(Stored items)

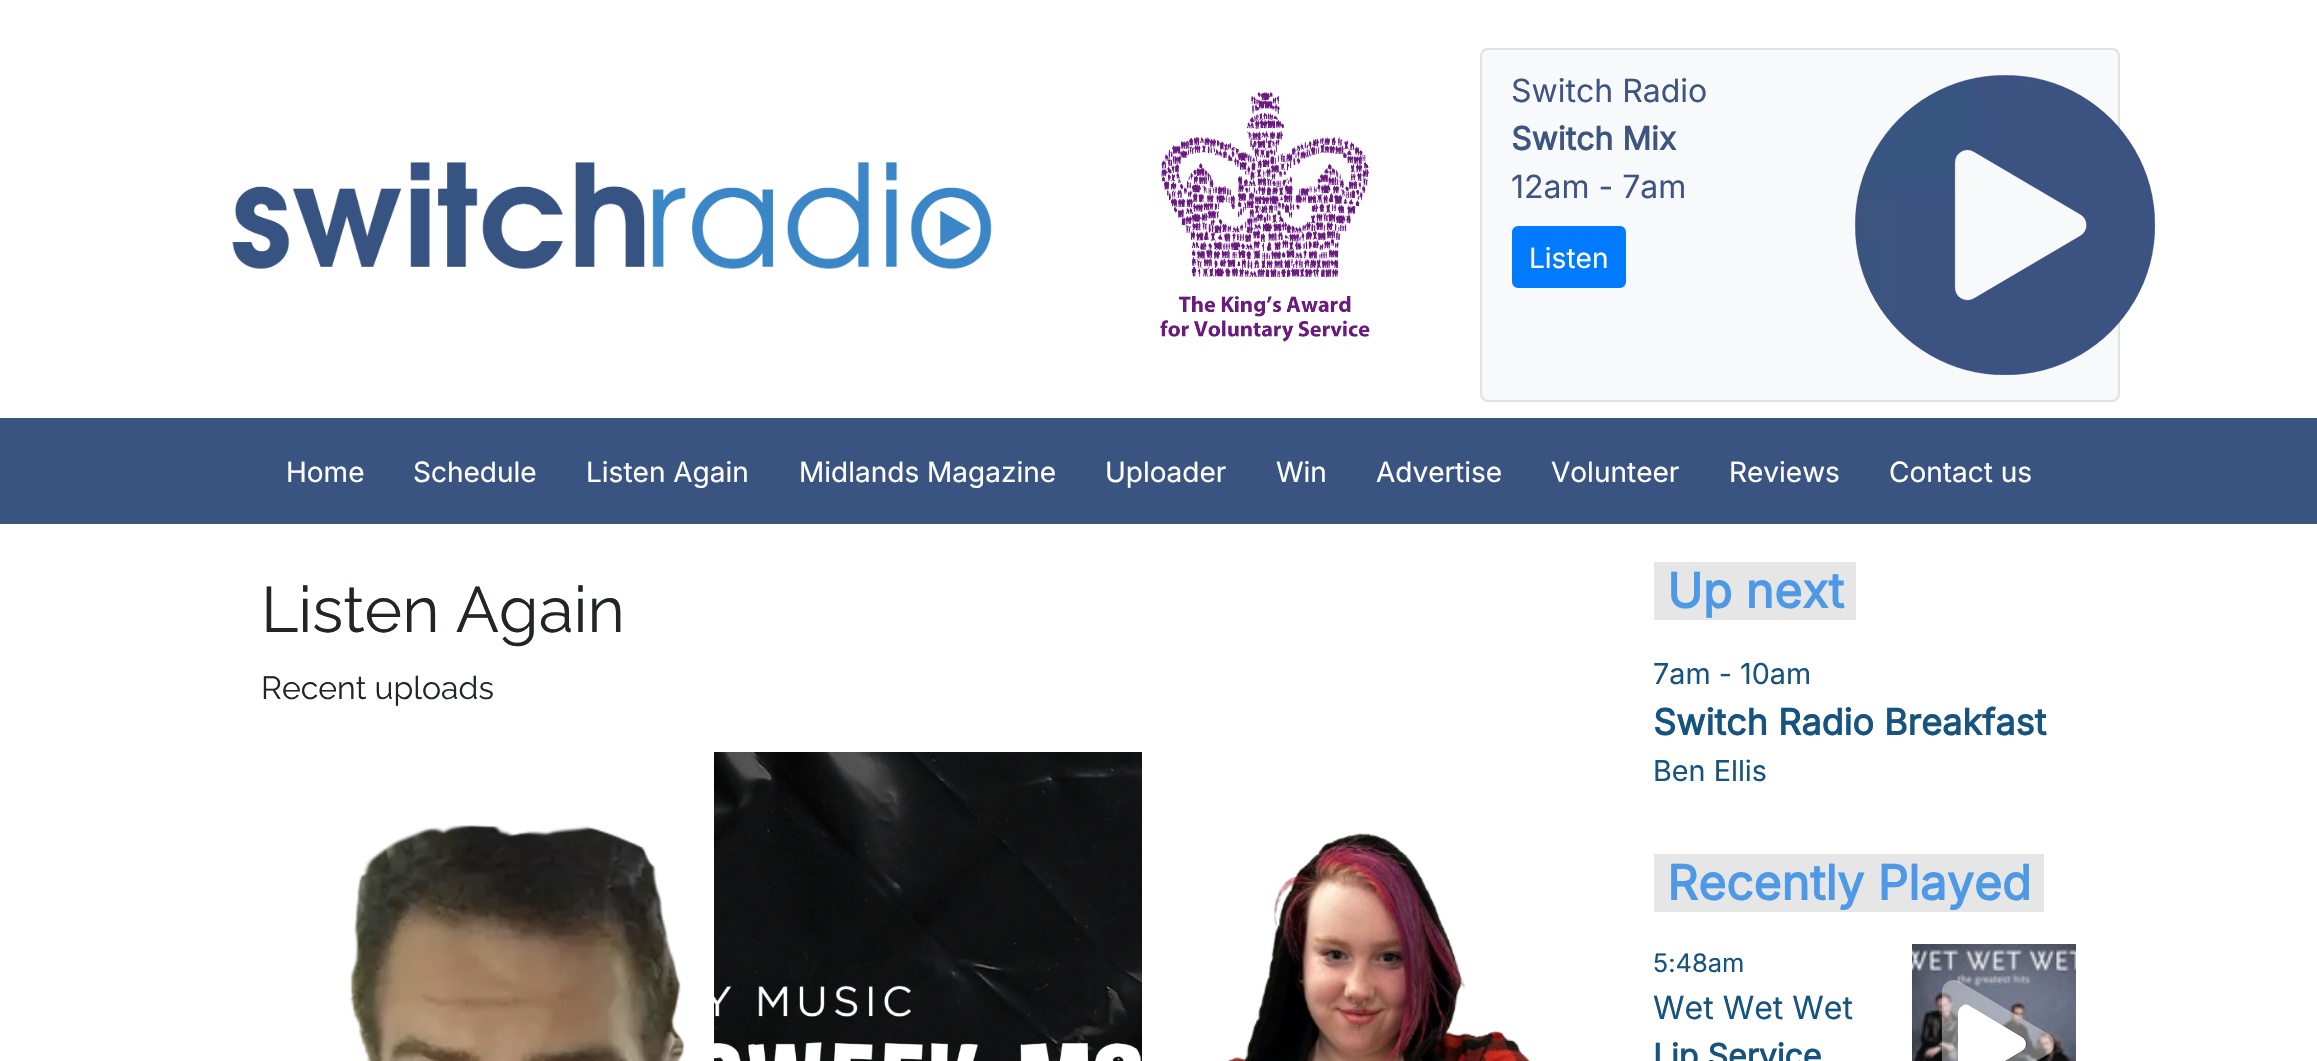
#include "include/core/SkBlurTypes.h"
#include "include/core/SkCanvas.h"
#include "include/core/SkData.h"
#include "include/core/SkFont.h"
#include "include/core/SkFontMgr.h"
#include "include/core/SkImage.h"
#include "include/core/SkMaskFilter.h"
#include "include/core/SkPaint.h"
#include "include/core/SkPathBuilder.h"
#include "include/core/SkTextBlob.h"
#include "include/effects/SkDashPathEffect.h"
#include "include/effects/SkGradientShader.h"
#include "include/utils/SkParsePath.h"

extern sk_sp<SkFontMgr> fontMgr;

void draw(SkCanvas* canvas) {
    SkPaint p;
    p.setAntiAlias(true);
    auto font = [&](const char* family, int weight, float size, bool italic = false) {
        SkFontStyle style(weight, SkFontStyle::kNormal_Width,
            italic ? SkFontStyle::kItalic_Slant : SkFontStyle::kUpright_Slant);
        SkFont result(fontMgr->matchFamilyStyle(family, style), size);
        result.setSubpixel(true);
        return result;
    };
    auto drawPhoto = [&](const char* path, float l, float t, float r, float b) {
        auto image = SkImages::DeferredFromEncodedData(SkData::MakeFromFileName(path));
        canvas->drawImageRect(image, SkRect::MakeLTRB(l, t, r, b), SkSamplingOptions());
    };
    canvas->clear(0xFFFFFFFF);
    drawPhoto("media/1.png", 232, 162, 992, 270);
    drawPhoto("media/2.png", 1160, 92, 1370, 342);
    p.setColor(0xFFF8F9FA);
    canvas->drawRoundRect(SkRect::MakeLTRB(1481, 49, 2119, 401), 7, 7, p);
    p.setStyle(SkPaint::kStroke_Style);
    p.setStrokeWidth(2);
    p.setColor(0xFFDEE2E6);
    canvas->drawRoundRect(SkRect::MakeLTRB(1481, 49, 2119, 401), 7, 7, p);
    auto font1 = font("Inter", 400, 32);
    p.setStyle(SkPaint::kFill_Style);
    p.setColor(0xFF3D5580);
    canvas->drawString("Switch Radio", 1511, 102, font1, p);
    auto font2 = font("Inter", 700, 32);
    canvas->drawString("Switch Mix", 1511, 150, font2, p);
    canvas->drawString("12am - 7am", 1511, 198, font1, p);
    p.setColor(0xFF007BFF);
    canvas->drawRoundRect(SkRect::MakeLTRB(1513, 227, 1625, 287), 5, 5, p);
    p.setStyle(SkPaint::kStroke_Style);
    canvas->drawRoundRect(SkRect::MakeLTRB(1513, 227, 1625, 287), 5, 5, p);
    auto font3 = font("Inter", 400, 28);
    p.setStyle(SkPaint::kFill_Style);
    p.setColor(0xFFFFFFFF);
    canvas->drawString("Listen", 1529, 268, font3, p);
    drawPhoto("media/3.png", 1855, 75, 2155, 375);
    p.setColor(0xFF3A5481);
    canvas->drawRect(SkRect::MakeLTRB(0, 418, 2317, 524), p);
    p.setColor(0xFFFFFFFF);
    {
        const struct { const char* s; float x, y; } items[] = {
            {"Home", 286, 482},
            {"Schedule", 413, 482},
            {"Listen Again", 586, 482},
            {"Midlands Magazine", 799, 482},
            {"Uploader", 1105, 482},
            {"Win", 1276, 482},
            {"Advertise", 1376, 482},
            {"Volunteer", 1551, 482},
            {"Reviews", 1729, 482},
            {"Contact us", 1889, 482},
        };
        for (auto [s, x, y] : items) {
            canvas->drawString(s, x, y, font3, p);
        }
    }
    auto font4 = font("Raleway", 100, 64);
    p.setColor(0xFF212529);
    canvas->drawString("Listen Again", 261, 632, font4, p);
    auto font5 = font("Raleway", 100, 32);
    canvas->drawString("Recent uploads", 261, 699, font5, p);
    drawPhoto("media/4.png", 350, 825, 685, 1061);
    drawPhoto("media/5.png", 714, 752, 1142, 1061);
    drawPhoto("media/6.png", 1228, 833, 1531, 1061);
    p.setColor(0xFFE6E6E6);
    canvas->drawRect(SkRect::MakeLTRB(1654, 562, 1856, 620), p);
    auto font6 = font("Inter", 700, 48);
    p.setColor(0xFF4D99E6);
    canvas->drawString("Up next", 1667, 608, font6, p);
    auto font7 = font("Inter", 400, 28.75f);
    p.setColor(0xFF16537E);
    canvas->drawString("7am - 10am", 1653, 684, font7, p);
    auto font8 = font("Inter", 700, 36);
    canvas->drawString("Switch Radio Breakfast", 1653, 735, font8, p);
    canvas->drawString("Ben Ellis", 1653, 781, font7, p);
    p.setColor(0xFFE6E6E6);
    canvas->drawRect(SkRect::MakeLTRB(1654, 854, 2044, 912), p);
    p.setColor(0xFF4D99E6);
    canvas->drawString("Recently Played", 1667, 900, font6, p);
    auto font9 = font("Inter", 400, 25.5f);
    p.setColor(0xFF16537E);
    canvas->drawString("5:48am", 1653, 972, font9, p);
    canvas->drawString("Wet Wet Wet", 1653, 1019, font1, p);
    canvas->drawString("Lip Service", 1653, 1067, font2, p);
    drawPhoto("media/7.png", 1912, 944, 2076, 1061);
    p.setColor(0xFFFFFFFF);
    canvas->drawPath(SkPathBuilder().moveTo(1970, 1006).lineTo(2022, 1037).cubicTo(2025, 1039, 2026, 1041, 2026, 1044).cubicTo(2026, 1047, 2025, 1049, 2022, 1051).lineTo(1970, 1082).cubicTo(1967, 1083, 1965, 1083, 1962, 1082).cubicTo(1959, 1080, 1958, 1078, 1958, 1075).lineTo(1958, 1013).cubicTo(1958, 1010, 1959, 1008, 1962, 1006).cubicTo(1965, 1004, 1967, 1004, 1970, 1006).close().detach(), p);
    drawPhoto("media/8.png", 1942, 979, 2054, 1061);
}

Work task: Your answer must be the exact lines of the records from the first one through the line containing "p.setAntiAlias(true);", with no pictures in it.

Your response:
#include "include/core/SkBlurTypes.h"
#include "include/core/SkCanvas.h"
#include "include/core/SkData.h"
#include "include/core/SkFont.h"
#include "include/core/SkFontMgr.h"
#include "include/core/SkImage.h"
#include "include/core/SkMaskFilter.h"
#include "include/core/SkPaint.h"
#include "include/core/SkPathBuilder.h"
#include "include/core/SkTextBlob.h"
#include "include/effects/SkDashPathEffect.h"
#include "include/effects/SkGradientShader.h"
#include "include/utils/SkParsePath.h"

extern sk_sp<SkFontMgr> fontMgr;

void draw(SkCanvas* canvas) {
    SkPaint p;
    p.setAntiAlias(true);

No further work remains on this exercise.